How then to combat the problem at its root? The current work of the unions, I am referring to the basic ones, the combative ones, which in recent years have triggered fair battles for wage demands or for the defense of the workplace, as has happened successfully in the logistics sector, is important but contains a very serious limit, that of detaching the interests of the activist from those of workers, which happens when the trade unionist's activity is paid for by the union structure itself. Nonetheless, this is where the nail needs to be hammered. The experiences of the anarchist unions of the past years and the council experiences were, in fact, a moment of concrete rupture with political and economic power - with the hierarchy in general.
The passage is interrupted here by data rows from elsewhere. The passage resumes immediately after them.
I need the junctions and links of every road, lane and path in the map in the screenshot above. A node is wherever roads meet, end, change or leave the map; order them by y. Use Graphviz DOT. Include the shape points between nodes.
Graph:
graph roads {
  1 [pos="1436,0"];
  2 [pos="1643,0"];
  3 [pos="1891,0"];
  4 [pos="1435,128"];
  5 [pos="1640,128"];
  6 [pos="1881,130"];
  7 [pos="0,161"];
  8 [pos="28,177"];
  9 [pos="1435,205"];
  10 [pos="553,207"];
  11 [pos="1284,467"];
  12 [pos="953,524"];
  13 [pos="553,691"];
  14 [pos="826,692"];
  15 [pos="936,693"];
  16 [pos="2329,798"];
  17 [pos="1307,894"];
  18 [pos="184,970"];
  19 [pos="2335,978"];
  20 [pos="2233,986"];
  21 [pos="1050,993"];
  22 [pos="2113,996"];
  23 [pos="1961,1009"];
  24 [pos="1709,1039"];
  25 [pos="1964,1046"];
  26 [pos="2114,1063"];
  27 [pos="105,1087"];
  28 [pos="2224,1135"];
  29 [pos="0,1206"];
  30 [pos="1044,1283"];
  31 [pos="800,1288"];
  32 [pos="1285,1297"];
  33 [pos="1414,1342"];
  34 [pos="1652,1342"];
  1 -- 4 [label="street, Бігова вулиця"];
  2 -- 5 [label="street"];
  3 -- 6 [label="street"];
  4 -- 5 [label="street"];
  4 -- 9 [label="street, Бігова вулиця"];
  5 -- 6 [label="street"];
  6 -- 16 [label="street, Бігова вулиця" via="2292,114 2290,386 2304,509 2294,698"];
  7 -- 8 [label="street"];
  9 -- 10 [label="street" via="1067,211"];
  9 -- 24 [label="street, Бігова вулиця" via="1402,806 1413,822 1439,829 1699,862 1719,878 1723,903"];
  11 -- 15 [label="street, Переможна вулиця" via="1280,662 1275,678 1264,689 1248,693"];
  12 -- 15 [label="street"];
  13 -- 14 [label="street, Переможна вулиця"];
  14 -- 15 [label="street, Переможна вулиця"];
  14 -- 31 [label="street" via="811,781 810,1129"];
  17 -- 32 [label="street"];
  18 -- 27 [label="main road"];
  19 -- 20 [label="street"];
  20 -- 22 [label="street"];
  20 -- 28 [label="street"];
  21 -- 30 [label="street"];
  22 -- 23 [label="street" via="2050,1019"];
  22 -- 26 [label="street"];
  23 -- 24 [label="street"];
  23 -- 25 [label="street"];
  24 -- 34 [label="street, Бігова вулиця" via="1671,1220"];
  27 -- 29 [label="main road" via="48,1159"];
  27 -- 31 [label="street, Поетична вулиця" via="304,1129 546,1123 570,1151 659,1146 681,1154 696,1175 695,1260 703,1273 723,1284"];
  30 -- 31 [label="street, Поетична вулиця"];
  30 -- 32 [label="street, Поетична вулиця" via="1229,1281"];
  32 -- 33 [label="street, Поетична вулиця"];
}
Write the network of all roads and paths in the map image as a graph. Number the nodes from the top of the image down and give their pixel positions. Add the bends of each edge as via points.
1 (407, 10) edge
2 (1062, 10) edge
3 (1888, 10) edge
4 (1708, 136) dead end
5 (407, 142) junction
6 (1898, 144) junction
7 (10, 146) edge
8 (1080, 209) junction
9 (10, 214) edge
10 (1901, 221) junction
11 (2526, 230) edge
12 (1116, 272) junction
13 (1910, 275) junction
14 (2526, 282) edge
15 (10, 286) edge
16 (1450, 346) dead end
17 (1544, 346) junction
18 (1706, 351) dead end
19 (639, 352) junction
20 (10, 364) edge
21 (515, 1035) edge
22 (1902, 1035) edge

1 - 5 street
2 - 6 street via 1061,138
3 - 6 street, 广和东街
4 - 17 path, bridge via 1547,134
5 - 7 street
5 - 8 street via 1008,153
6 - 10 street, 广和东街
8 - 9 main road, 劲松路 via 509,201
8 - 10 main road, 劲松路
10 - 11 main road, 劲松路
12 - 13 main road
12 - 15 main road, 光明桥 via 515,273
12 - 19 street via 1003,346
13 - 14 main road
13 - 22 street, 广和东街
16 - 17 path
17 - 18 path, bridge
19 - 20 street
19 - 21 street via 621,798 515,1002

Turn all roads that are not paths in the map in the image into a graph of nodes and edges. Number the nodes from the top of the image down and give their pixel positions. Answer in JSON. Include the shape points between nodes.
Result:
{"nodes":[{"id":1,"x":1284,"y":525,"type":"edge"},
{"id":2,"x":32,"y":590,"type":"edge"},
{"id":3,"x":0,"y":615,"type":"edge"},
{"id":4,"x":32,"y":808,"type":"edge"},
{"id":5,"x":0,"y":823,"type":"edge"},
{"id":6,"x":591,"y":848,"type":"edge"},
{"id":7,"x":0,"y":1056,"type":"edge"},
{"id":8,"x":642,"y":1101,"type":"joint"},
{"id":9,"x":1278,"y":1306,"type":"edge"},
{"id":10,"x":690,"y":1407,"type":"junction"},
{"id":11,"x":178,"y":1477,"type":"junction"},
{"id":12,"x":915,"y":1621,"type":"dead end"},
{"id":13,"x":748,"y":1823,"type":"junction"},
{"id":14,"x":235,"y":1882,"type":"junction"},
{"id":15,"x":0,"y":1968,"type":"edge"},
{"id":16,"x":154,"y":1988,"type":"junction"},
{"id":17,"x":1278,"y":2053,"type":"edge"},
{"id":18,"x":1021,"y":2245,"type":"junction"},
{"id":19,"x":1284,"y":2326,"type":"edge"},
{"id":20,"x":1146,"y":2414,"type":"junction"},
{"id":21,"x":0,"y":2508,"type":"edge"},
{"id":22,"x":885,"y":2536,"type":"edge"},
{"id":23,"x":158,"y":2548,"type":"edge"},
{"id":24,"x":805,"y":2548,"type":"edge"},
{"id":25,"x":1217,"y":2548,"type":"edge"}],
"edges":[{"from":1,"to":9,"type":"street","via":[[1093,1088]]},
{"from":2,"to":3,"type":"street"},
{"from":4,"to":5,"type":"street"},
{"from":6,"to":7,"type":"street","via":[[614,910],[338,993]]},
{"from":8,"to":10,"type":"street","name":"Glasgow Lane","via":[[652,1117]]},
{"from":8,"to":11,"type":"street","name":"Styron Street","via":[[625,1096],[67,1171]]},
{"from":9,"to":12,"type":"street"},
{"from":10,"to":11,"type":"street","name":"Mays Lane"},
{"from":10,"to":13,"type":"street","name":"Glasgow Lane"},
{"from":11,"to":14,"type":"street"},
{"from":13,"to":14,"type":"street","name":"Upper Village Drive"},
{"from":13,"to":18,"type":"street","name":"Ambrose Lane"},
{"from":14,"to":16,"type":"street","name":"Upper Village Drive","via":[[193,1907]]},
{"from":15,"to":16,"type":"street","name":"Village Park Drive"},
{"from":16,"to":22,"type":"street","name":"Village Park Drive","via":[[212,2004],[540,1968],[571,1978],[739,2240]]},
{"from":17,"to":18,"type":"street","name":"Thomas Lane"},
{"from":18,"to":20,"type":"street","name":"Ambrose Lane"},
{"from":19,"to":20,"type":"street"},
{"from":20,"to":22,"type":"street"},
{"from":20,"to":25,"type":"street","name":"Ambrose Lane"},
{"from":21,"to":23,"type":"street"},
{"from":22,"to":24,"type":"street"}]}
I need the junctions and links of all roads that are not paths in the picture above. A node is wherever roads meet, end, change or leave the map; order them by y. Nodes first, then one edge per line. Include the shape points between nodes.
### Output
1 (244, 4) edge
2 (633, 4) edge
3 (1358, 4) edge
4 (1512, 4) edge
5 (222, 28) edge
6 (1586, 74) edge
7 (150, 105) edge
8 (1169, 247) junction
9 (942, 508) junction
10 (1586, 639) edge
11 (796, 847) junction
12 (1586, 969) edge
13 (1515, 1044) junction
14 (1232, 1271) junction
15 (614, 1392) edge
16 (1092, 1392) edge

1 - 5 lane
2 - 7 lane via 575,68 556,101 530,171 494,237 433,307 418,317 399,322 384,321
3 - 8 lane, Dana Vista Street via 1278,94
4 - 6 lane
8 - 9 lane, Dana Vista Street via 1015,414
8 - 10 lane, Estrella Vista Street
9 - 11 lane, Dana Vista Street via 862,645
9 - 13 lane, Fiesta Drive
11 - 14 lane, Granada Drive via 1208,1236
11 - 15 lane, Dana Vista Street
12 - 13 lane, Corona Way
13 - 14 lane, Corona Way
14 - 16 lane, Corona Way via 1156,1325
It is no coincidence that it is from structures like these that experiences of collectivisation of the means of production were born, as in Spain in 1936 where, with the collectivisation of land and the self-management of factories, the aspect of trade union demands and workers went beyond they have taken the production of goods and services into their own hands. An important recent example was that of the Argentine workers and unemployed workers who occupied the factories at the beginning of the 2000s, resisting government attacks and producing in self-management without bosses. In every workers' organisation, union, collective or committee, the mandates must be temporary and revocable. Being ready for a horizontally organized productive and social structure is not a tactic but a strategy to achieve a transformative path: from each according to their abilities to each according to their needs. We must not lose sight of the goal of destroying slavery and this can only be done by building organization from the bottom up.

Note

1) Today the majority of small guesthouses and B&Bs are managed by companies in the logistics, freight transport or hotel sector itself.

2) Monetary productivity is an indicator that measures the quantity of added value produced by a production unit for each unit of money spent. In other words, monetary productivity measures the efficiency with which a company uses financial resources to generate added value.